## DATA EXTRACT:
···
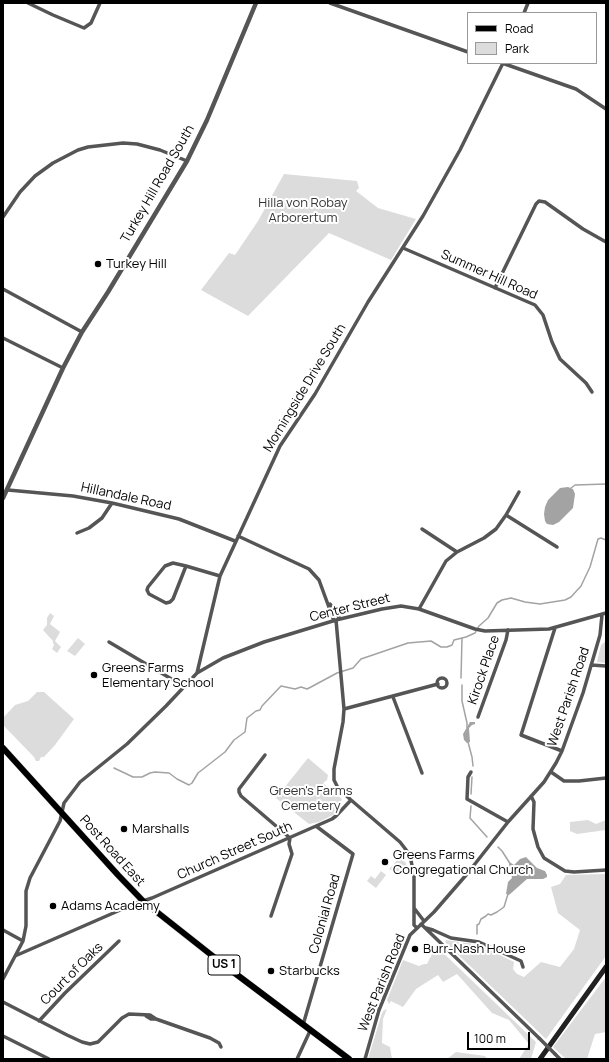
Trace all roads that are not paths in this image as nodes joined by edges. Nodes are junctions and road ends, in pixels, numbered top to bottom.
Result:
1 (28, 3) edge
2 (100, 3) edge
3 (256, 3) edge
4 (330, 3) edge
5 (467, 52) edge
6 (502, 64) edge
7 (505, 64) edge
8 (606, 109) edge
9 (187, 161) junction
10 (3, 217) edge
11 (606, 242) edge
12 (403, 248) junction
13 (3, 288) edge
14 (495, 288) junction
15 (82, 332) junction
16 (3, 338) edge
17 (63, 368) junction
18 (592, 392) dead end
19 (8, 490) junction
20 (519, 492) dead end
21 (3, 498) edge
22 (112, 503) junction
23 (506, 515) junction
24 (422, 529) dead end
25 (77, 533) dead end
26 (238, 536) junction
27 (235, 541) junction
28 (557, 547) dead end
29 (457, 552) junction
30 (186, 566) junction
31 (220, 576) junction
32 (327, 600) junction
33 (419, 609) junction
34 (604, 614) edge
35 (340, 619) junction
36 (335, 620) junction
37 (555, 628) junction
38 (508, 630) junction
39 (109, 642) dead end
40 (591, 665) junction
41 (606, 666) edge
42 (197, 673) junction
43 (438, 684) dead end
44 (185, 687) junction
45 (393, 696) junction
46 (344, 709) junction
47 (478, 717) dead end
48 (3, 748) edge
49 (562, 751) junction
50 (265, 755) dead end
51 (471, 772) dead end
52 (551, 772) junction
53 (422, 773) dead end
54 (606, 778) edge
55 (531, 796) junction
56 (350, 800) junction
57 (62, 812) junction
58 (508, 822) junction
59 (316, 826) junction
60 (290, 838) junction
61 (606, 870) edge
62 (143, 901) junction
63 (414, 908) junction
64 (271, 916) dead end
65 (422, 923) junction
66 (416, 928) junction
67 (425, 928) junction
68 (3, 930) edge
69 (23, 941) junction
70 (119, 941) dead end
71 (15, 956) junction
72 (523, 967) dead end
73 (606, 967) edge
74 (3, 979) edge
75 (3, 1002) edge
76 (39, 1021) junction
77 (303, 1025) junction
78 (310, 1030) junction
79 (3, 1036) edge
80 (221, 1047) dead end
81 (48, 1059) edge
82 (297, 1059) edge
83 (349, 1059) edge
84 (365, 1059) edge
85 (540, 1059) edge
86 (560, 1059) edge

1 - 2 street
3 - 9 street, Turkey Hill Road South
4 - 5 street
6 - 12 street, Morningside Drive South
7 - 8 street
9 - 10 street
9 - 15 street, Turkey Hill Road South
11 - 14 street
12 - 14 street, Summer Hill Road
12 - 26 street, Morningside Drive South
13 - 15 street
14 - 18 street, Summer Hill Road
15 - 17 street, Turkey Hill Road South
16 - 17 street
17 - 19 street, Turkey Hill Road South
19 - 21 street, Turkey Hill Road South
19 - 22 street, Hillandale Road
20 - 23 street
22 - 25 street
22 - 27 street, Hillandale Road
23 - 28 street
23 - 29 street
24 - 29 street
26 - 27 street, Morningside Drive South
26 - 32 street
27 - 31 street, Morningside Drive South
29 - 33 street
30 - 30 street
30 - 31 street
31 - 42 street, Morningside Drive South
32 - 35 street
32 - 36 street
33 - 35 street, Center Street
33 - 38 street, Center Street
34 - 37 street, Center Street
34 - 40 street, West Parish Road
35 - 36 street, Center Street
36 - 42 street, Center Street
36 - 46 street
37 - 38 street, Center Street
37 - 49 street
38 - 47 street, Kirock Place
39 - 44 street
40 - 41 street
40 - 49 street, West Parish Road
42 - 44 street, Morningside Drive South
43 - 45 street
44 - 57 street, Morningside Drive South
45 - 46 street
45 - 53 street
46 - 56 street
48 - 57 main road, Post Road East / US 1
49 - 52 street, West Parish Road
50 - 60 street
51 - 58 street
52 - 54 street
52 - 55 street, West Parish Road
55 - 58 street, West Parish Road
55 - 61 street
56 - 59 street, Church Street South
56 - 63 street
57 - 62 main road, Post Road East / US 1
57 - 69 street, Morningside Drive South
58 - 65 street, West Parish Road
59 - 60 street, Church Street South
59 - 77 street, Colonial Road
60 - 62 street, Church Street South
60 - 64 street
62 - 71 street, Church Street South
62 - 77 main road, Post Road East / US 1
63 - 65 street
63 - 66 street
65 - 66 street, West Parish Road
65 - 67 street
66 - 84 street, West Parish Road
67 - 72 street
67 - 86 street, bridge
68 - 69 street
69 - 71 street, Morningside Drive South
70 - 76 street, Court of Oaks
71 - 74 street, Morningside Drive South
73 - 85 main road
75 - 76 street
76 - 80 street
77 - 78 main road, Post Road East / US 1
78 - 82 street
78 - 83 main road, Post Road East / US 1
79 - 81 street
···
## WHAT THE EXERCISE ASKS:
In the entries above, find each line containing the string "Drive" and copy it.

## WRITTEN REPLY:
6 - 12 street, Morningside Drive South
12 - 26 street, Morningside Drive South
26 - 27 street, Morningside Drive South
27 - 31 street, Morningside Drive South
31 - 42 street, Morningside Drive South
42 - 44 street, Morningside Drive South
44 - 57 street, Morningside Drive South
57 - 69 street, Morningside Drive South
69 - 71 street, Morningside Drive South
71 - 74 street, Morningside Drive South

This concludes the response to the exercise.